> Requirement
The expected result is every entry, retyped character for character.

> Record set
────
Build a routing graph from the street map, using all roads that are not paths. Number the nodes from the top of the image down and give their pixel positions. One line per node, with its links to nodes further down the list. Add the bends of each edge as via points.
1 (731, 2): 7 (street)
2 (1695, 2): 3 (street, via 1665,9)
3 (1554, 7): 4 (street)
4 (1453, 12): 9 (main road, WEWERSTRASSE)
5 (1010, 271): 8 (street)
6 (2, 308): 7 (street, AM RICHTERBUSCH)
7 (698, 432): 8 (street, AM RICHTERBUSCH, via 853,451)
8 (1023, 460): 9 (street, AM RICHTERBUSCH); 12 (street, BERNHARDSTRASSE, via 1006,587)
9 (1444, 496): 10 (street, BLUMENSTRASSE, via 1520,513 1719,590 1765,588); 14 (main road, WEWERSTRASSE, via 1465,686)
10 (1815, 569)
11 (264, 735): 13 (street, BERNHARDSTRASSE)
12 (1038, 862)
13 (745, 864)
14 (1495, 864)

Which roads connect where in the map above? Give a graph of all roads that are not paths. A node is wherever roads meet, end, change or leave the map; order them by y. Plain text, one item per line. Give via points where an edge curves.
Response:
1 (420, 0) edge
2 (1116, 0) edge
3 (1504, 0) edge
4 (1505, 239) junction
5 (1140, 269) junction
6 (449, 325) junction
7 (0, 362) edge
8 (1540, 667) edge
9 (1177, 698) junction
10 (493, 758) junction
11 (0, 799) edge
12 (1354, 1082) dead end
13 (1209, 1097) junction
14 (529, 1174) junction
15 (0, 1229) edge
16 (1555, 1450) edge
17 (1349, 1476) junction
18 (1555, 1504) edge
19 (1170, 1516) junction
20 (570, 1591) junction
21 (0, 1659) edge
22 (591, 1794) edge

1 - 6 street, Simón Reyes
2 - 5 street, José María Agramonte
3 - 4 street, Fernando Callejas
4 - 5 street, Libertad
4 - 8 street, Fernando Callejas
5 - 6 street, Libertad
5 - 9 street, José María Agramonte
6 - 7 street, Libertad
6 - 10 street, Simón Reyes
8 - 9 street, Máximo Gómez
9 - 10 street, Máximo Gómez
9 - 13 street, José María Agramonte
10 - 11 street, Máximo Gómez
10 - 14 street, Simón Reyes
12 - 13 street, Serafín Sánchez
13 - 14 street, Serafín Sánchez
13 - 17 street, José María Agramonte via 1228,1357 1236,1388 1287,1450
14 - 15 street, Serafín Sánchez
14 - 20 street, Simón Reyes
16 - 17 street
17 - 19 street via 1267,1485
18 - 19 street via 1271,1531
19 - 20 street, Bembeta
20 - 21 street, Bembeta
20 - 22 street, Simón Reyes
────
> Result of the exercise
Build a routing graph from the street map, using all roads that are not paths. Number the nodes from the top of the image down and give their pixel positions. One line per node, with its links to nodes further down the list. Add the bends of each edge as via points.
1 (731, 2): 7 (street)
2 (1695, 2): 3 (street, via 1665,9)
3 (1554, 7): 4 (street)
4 (1453, 12): 9 (main road, WEWERSTRASSE)
5 (1010, 271): 8 (street)
6 (2, 308): 7 (street, AM RICHTERBUSCH)
7 (698, 432): 8 (street, AM RICHTERBUSCH, via 853,451)
8 (1023, 460): 9 (street, AM RICHTERBUSCH); 12 (street, BERNHARDSTRASSE, via 1006,587)
9 (1444, 496): 10 (street, BLUMENSTRASSE, via 1520,513 1719,590 1765,588); 14 (main road, WEWERSTRASSE, via 1465,686)
10 (1815, 569)
11 (264, 735): 13 (street, BERNHARDSTRASSE)
12 (1038, 862)
13 (745, 864)
14 (1495, 864)

Which roads connect where in the map above? Give a graph of all roads that are not paths. A node is wherever roads meet, end, change or leave the map; order them by y. Plain text, one item per line. Give via points where an edge curves.
Response:
1 (420, 0) edge
2 (1116, 0) edge
3 (1504, 0) edge
4 (1505, 239) junction
5 (1140, 269) junction
6 (449, 325) junction
7 (0, 362) edge
8 (1540, 667) edge
9 (1177, 698) junction
10 (493, 758) junction
11 (0, 799) edge
12 (1354, 1082) dead end
13 (1209, 1097) junction
14 (529, 1174) junction
15 (0, 1229) edge
16 (1555, 1450) edge
17 (1349, 1476) junction
18 (1555, 1504) edge
19 (1170, 1516) junction
20 (570, 1591) junction
21 (0, 1659) edge
22 (591, 1794) edge

1 - 6 street, Simón Reyes
2 - 5 street, José María Agramonte
3 - 4 street, Fernando Callejas
4 - 5 street, Libertad
4 - 8 street, Fernando Callejas
5 - 6 street, Libertad
5 - 9 street, José María Agramonte
6 - 7 street, Libertad
6 - 10 street, Simón Reyes
8 - 9 street, Máximo Gómez
9 - 10 street, Máximo Gómez
9 - 13 street, José María Agramonte
10 - 11 street, Máximo Gómez
10 - 14 street, Simón Reyes
12 - 13 street, Serafín Sánchez
13 - 14 street, Serafín Sánchez
13 - 17 street, José María Agramonte via 1228,1357 1236,1388 1287,1450
14 - 15 street, Serafín Sánchez
14 - 20 street, Simón Reyes
16 - 17 street
17 - 19 street via 1267,1485
18 - 19 street via 1271,1531
19 - 20 street, Bembeta
20 - 21 street, Bembeta
20 - 22 street, Simón Reyes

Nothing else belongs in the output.